What is required:
Scan the listing below for the word "nodes", then copy each line that has it.

Content starts

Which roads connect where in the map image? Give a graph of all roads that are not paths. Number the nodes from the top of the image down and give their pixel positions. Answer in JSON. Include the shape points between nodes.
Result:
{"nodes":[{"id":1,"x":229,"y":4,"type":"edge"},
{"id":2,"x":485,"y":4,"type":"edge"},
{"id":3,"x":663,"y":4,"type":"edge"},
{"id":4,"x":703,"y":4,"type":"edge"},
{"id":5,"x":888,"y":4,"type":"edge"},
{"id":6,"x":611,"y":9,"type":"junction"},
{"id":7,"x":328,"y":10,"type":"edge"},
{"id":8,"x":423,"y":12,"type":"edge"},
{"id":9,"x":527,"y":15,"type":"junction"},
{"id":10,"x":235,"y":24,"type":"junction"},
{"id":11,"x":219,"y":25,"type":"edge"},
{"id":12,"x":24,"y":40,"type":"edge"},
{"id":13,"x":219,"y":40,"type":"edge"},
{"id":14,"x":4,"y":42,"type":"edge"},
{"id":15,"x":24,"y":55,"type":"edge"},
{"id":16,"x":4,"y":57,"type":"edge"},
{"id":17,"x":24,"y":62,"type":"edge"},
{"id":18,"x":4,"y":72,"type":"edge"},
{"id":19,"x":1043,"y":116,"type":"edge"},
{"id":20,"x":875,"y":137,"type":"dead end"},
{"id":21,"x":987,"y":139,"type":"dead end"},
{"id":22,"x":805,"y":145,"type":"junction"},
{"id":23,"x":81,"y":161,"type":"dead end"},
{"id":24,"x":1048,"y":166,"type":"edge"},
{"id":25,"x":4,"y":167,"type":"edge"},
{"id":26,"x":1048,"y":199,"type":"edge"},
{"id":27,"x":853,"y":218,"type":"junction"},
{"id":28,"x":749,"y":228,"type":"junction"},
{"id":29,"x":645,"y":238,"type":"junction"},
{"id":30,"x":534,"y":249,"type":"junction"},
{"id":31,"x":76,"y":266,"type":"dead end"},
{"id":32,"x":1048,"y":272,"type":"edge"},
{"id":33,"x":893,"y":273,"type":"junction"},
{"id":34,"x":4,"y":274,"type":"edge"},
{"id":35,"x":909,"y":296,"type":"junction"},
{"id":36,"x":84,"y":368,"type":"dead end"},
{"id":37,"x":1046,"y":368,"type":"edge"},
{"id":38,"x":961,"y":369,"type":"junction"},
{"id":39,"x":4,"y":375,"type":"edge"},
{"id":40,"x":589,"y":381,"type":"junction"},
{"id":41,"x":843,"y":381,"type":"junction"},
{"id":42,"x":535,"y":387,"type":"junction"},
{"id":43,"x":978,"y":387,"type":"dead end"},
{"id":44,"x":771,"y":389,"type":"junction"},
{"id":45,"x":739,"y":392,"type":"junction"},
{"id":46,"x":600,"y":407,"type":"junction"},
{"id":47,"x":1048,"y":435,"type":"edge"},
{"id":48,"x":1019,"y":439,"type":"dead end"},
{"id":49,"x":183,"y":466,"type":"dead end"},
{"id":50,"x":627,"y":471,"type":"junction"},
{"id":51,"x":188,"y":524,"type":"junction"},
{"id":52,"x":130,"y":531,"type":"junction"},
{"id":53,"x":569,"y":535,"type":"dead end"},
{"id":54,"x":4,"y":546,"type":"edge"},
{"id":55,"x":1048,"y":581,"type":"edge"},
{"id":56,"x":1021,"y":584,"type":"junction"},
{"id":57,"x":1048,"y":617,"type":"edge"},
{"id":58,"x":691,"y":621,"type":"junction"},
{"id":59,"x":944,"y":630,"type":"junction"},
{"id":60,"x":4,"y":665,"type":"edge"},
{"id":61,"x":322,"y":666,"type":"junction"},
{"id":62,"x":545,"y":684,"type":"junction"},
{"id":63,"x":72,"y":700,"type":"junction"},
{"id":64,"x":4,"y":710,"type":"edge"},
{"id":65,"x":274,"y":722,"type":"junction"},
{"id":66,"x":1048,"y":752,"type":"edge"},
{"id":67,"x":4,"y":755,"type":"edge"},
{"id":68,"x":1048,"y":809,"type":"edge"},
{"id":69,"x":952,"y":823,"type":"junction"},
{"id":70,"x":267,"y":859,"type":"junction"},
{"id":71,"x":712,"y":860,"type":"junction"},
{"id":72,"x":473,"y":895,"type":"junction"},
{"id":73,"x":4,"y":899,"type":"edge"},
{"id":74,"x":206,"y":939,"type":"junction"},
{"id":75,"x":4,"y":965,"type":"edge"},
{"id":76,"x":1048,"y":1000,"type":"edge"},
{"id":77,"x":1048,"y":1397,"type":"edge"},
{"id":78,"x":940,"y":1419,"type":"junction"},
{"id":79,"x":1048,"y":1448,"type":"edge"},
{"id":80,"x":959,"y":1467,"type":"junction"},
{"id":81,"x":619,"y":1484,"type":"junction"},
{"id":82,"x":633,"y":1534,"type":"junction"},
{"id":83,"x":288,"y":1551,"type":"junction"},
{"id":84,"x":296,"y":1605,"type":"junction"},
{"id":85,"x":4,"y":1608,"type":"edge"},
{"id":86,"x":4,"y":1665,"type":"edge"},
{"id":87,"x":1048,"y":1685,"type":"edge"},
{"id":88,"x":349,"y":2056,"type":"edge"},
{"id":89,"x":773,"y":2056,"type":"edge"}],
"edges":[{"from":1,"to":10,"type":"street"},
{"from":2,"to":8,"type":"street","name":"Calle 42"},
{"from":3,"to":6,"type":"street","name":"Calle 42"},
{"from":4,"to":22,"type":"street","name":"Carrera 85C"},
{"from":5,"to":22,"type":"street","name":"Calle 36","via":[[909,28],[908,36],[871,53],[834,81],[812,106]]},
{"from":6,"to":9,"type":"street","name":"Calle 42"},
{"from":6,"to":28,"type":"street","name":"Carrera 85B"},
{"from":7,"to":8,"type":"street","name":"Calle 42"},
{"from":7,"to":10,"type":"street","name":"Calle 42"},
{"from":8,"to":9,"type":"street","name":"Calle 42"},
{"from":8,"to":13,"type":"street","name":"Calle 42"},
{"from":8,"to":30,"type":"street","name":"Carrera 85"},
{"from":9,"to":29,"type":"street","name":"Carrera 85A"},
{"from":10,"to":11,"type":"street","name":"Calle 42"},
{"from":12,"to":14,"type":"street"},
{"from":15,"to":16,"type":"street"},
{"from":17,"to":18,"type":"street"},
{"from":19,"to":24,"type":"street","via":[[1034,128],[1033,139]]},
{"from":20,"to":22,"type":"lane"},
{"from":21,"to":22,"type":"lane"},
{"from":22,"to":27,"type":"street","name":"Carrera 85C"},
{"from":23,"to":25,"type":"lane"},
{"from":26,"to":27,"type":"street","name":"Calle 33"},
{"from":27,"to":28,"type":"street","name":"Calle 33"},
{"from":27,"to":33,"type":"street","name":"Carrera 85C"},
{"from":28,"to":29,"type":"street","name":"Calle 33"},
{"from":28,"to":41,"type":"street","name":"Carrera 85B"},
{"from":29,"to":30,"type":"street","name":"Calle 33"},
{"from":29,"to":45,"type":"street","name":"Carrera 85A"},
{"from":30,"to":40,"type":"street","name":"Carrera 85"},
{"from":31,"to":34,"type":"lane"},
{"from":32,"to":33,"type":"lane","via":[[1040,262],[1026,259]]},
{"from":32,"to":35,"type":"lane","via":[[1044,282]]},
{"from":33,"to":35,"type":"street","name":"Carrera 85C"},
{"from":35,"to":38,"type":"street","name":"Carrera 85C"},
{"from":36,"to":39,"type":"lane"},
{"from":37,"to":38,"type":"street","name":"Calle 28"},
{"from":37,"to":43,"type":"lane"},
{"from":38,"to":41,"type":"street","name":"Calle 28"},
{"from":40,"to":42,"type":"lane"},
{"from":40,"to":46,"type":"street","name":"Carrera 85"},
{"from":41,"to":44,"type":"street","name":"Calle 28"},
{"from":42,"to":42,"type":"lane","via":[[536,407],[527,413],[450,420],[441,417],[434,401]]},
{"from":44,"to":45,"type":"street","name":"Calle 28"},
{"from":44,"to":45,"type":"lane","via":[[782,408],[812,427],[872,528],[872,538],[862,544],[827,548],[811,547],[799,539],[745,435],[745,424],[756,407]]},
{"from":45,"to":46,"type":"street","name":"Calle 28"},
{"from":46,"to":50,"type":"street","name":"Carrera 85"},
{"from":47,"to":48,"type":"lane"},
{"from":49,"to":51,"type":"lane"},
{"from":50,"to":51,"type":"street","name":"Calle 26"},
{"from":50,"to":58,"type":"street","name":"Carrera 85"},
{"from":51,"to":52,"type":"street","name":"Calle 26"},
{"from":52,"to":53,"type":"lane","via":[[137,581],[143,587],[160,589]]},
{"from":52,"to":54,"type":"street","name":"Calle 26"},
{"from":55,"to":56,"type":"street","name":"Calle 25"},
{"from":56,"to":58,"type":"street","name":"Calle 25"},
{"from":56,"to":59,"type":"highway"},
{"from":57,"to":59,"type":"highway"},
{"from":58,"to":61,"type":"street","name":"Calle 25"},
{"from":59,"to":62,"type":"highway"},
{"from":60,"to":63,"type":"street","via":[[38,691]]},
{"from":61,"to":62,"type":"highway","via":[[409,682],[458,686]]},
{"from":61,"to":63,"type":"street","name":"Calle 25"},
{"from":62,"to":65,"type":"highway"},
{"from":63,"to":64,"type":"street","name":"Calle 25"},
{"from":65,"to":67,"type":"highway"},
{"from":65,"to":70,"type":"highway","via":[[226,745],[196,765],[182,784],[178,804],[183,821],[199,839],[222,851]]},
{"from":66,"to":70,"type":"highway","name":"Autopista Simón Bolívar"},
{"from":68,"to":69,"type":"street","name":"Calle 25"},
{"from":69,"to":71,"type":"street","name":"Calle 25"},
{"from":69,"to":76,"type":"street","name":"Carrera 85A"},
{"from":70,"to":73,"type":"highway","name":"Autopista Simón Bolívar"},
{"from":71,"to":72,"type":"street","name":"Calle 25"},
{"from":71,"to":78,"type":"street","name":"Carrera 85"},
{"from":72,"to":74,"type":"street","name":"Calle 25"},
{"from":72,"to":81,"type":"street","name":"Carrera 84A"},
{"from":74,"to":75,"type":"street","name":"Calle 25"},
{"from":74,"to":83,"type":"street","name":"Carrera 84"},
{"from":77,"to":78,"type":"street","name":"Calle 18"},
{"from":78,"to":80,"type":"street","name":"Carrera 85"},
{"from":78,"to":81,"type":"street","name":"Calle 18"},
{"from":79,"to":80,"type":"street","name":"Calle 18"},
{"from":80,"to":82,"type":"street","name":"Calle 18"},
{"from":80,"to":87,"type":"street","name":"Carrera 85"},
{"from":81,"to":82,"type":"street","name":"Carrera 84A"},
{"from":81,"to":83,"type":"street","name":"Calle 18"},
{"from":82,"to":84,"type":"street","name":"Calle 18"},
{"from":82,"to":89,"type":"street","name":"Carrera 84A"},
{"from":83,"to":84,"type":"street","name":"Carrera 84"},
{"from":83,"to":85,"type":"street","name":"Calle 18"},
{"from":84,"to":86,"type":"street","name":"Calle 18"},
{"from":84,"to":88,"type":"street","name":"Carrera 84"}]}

Content ends

Output for this task:
Which roads connect where in the map image? Give a graph of all roads that are not paths. Number the nodes from the top of the image down and give their pixel positions. Answer in JSON. Include the shape points between nodes.
{"nodes":[{"id":1,"x":229,"y":4,"type":"edge"},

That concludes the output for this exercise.